#### INSTRUCTIONS FOR THE TASK
Could you write out the records below exactly as they appear, leaving out any pictures?

#### RAW DATA
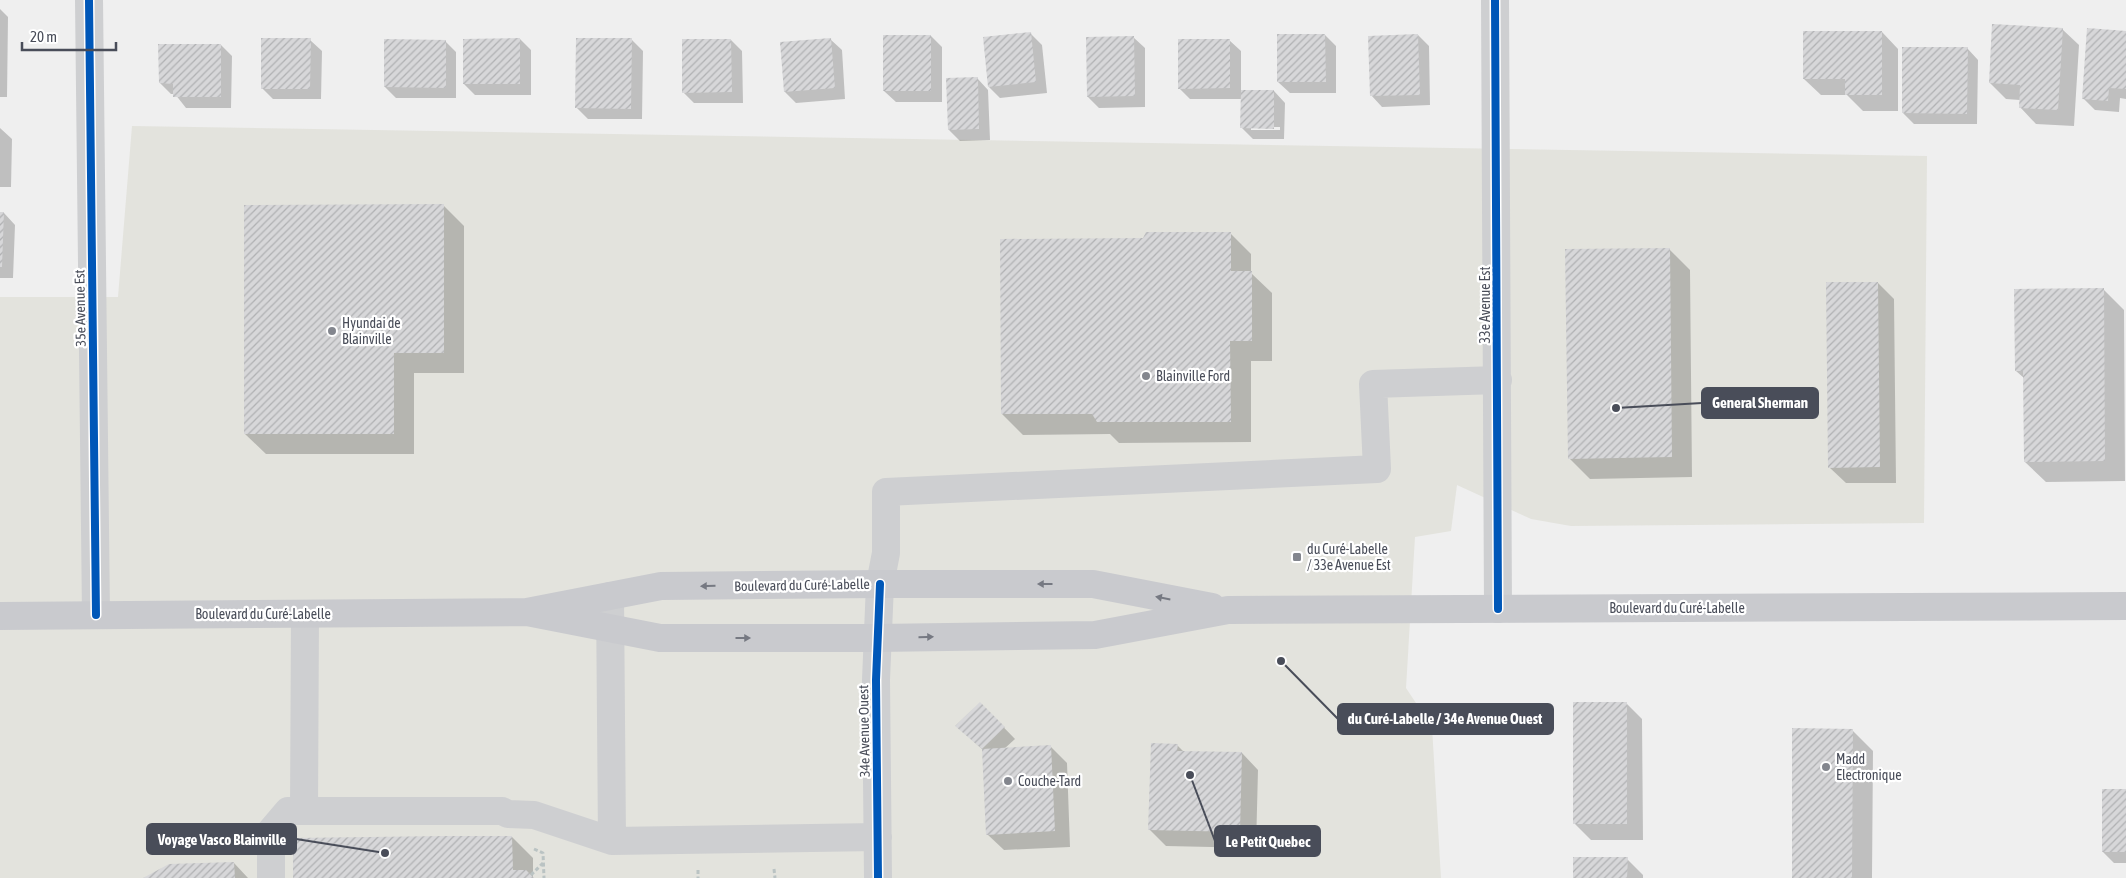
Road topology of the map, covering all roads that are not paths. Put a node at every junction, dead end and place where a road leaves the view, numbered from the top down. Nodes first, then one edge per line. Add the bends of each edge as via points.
1 (90, 0) edge
2 (1495, 0) edge
3 (1498, 380) junction
4 (880, 584) junction
5 (610, 596) junction
6 (2126, 606) edge
7 (1498, 609) junction
8 (1228, 610) junction
9 (527, 612) junction
10 (305, 614) junction
11 (96, 615) junction
12 (0, 616) edge
13 (611, 628) junction
14 (877, 638) junction
15 (304, 812) junction
16 (878, 837) junction
17 (612, 841) junction
18 (271, 878) edge
19 (878, 878) edge

1 - 11 street, 35e Avenue Est
2 - 3 street, 33e Avenue Est
3 - 4 street, 34e Avenue Ouest via 1373,384 1377,469 886,492 886,552
3 - 7 street, 33e Avenue Est
4 -> 5 main road, Boulevard du Curé-Labelle via 661,586
8 -> 4 main road, Boulevard du Curé-Labelle via 1093,584
4 - 14 street, 34e Avenue Ouest
5 - 9 main road, Boulevard du Curé-Labelle
5 - 13 street
6 - 7 main road, Boulevard du Curé-Labelle
7 - 8 main road, Boulevard du Curé-Labelle
14 -> 8 main road, Boulevard du Curé-Labelle via 1095,635
9 - 10 main road, Boulevard du Curé-Labelle
9 - 13 main road, Boulevard du Curé-Labelle
10 - 11 main road, Boulevard du Curé-Labelle
10 - 15 street
11 - 12 main road, Boulevard du Curé-Labelle
13 -> 14 main road, Boulevard du Curé-Labelle via 660,638
13 - 17 street
14 - 16 street, 34e Avenue Ouest
15 - 17 street via 502,811 534,815
15 - 18 street via 288,811 271,831
16 - 17 street
16 - 19 street, 34e Avenue Ouest

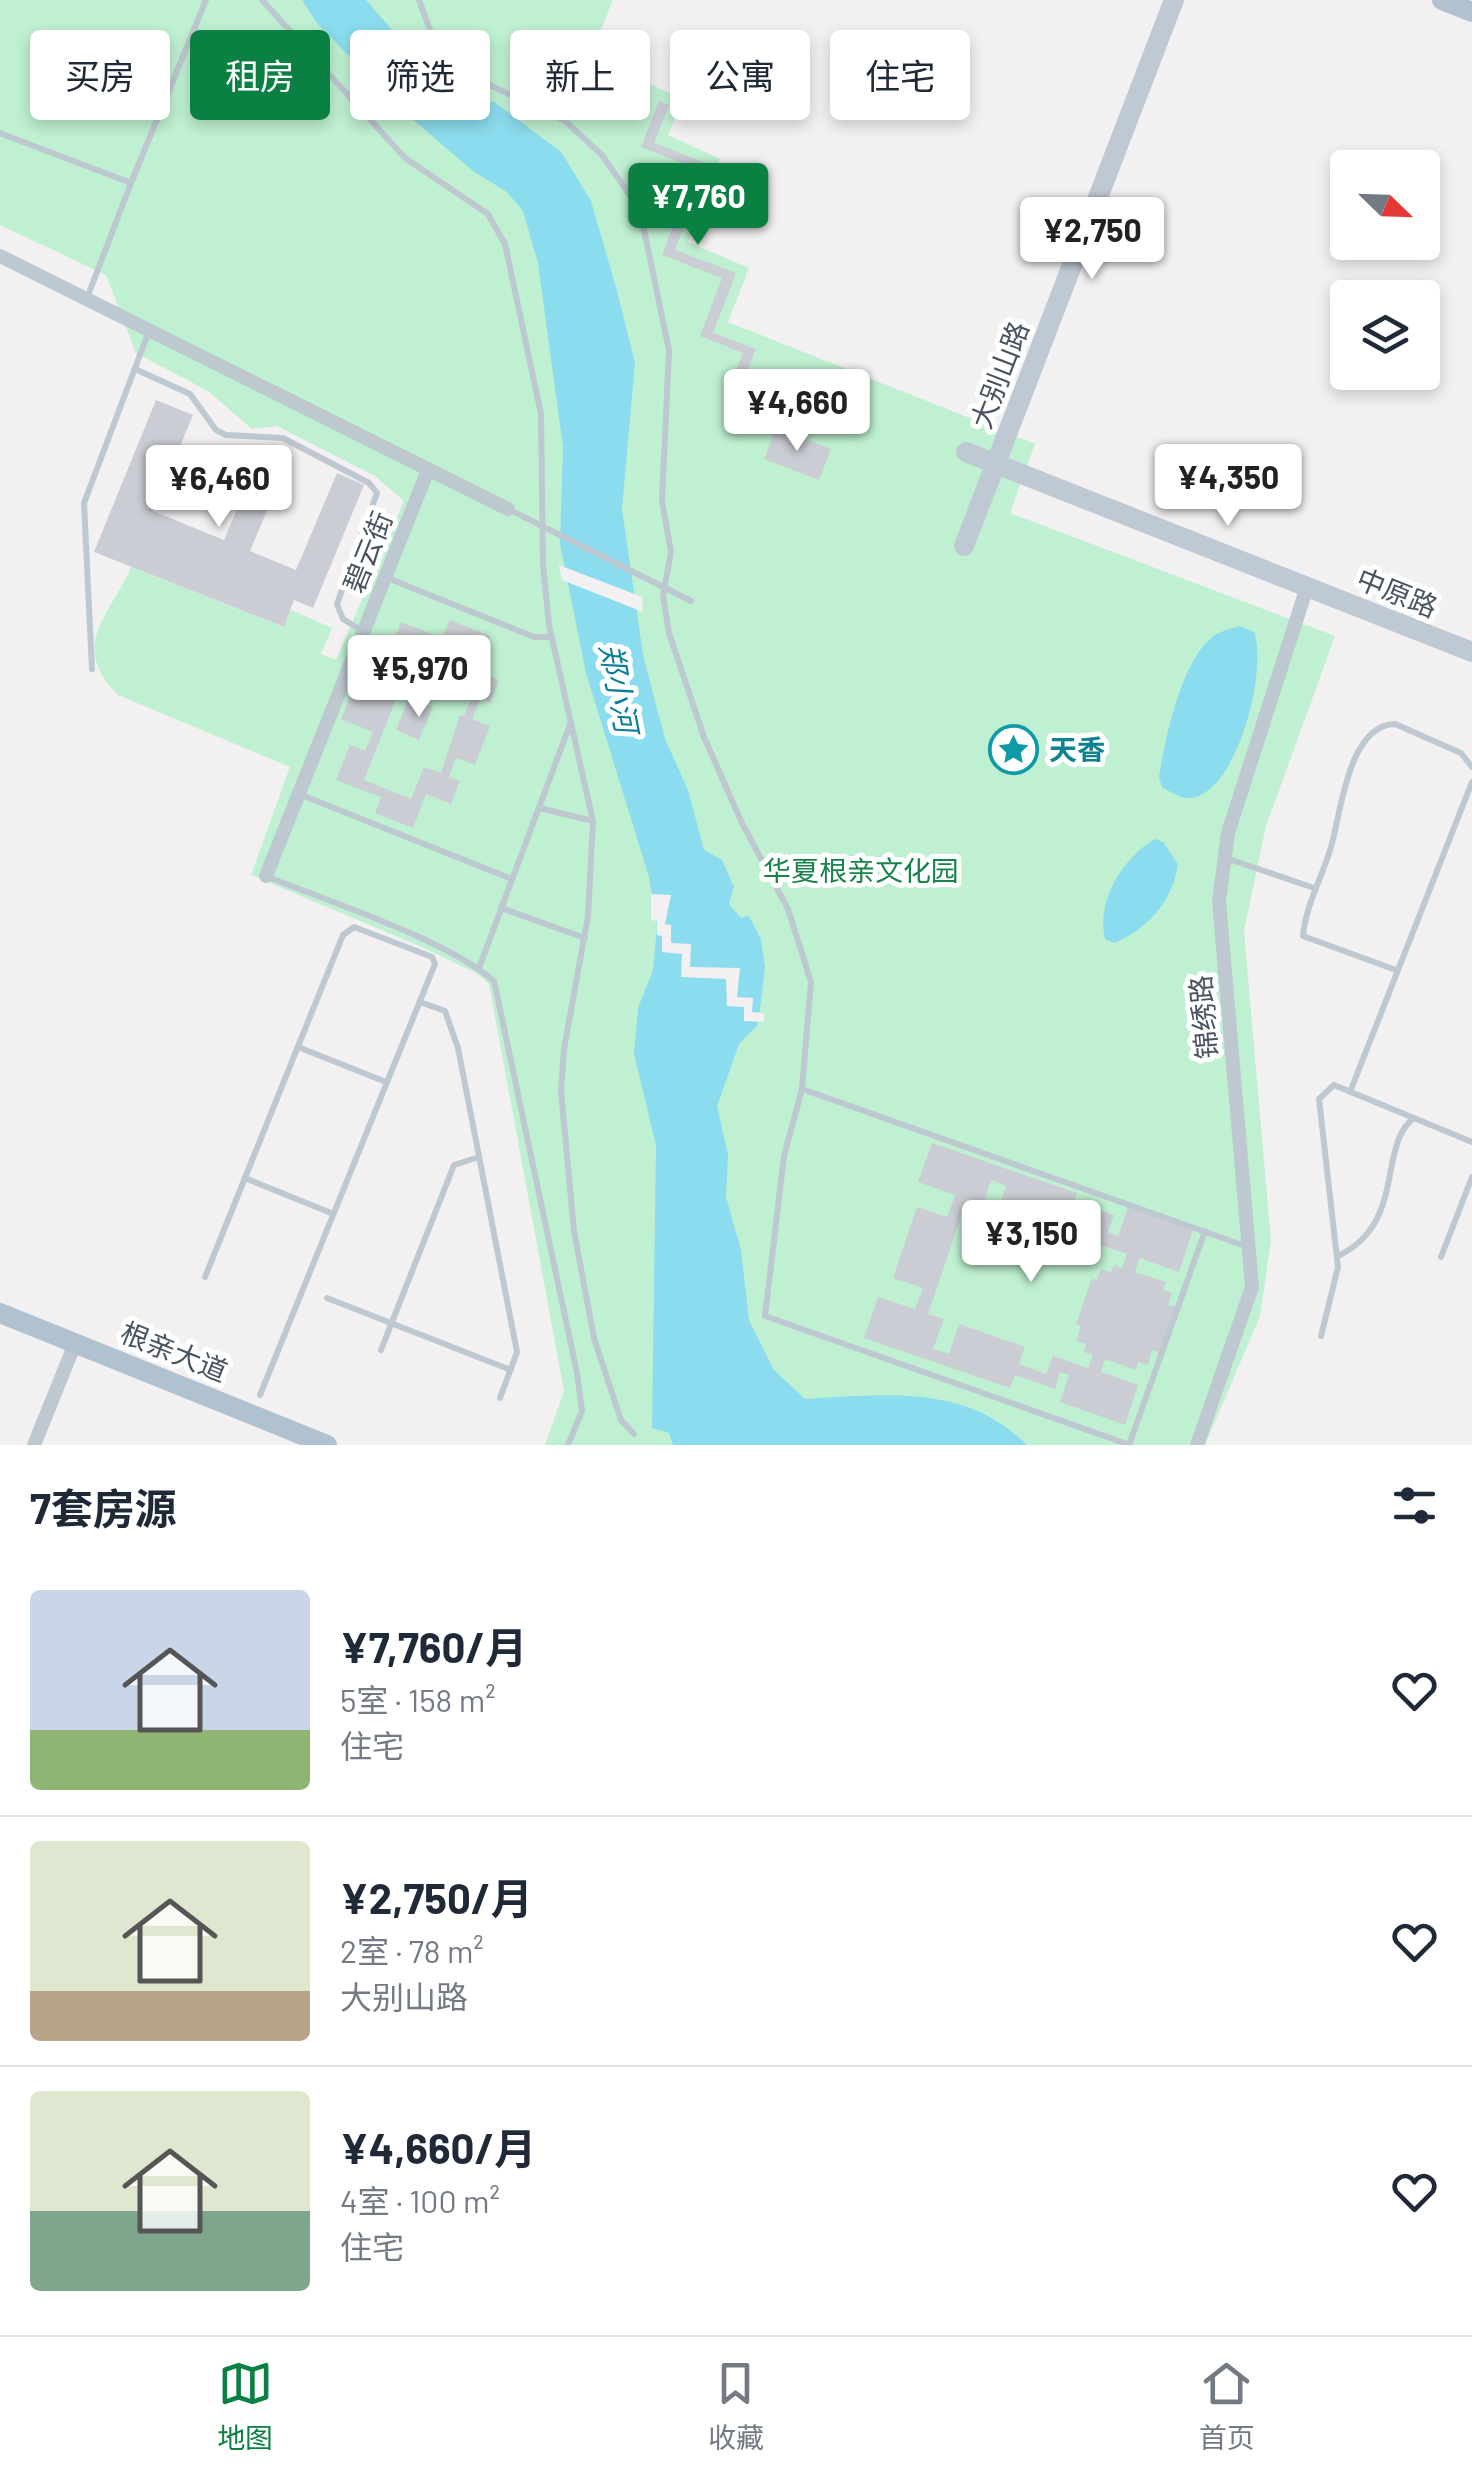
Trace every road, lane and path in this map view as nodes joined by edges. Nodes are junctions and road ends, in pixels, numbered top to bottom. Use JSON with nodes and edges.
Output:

#### EXERCISE SOLUTION
Road topology of the map, covering all roads that are not paths. Put a node at every junction, dead end and place where a road leaves the view, numbered from the top down. Nodes first, then one edge per line. Add the bends of each edge as via points.
1 (90, 0) edge
2 (1495, 0) edge
3 (1498, 380) junction
4 (880, 584) junction
5 (610, 596) junction
6 (2126, 606) edge
7 (1498, 609) junction
8 (1228, 610) junction
9 (527, 612) junction
10 (305, 614) junction
11 (96, 615) junction
12 (0, 616) edge
13 (611, 628) junction
14 (877, 638) junction
15 (304, 812) junction
16 (878, 837) junction
17 (612, 841) junction
18 (271, 878) edge
19 (878, 878) edge

1 - 11 street, 35e Avenue Est
2 - 3 street, 33e Avenue Est
3 - 4 street, 34e Avenue Ouest via 1373,384 1377,469 886,492 886,552
3 - 7 street, 33e Avenue Est
4 -> 5 main road, Boulevard du Curé-Labelle via 661,586
8 -> 4 main road, Boulevard du Curé-Labelle via 1093,584
4 - 14 street, 34e Avenue Ouest
5 - 9 main road, Boulevard du Curé-Labelle
5 - 13 street
6 - 7 main road, Boulevard du Curé-Labelle
7 - 8 main road, Boulevard du Curé-Labelle
14 -> 8 main road, Boulevard du Curé-Labelle via 1095,635
9 - 10 main road, Boulevard du Curé-Labelle
9 - 13 main road, Boulevard du Curé-Labelle
10 - 11 main road, Boulevard du Curé-Labelle
10 - 15 street
11 - 12 main road, Boulevard du Curé-Labelle
13 -> 14 main road, Boulevard du Curé-Labelle via 660,638
13 - 17 street
14 - 16 street, 34e Avenue Ouest
15 - 17 street via 502,811 534,815
15 - 18 street via 288,811 271,831
16 - 17 street
16 - 19 street, 34e Avenue Ouest

Trace every road, lane and path in this map view as nodes joined by edges. Nodes are junctions and road ends, in pixels, numbered top to bottom. Use JSON with nodes and edges.
Output:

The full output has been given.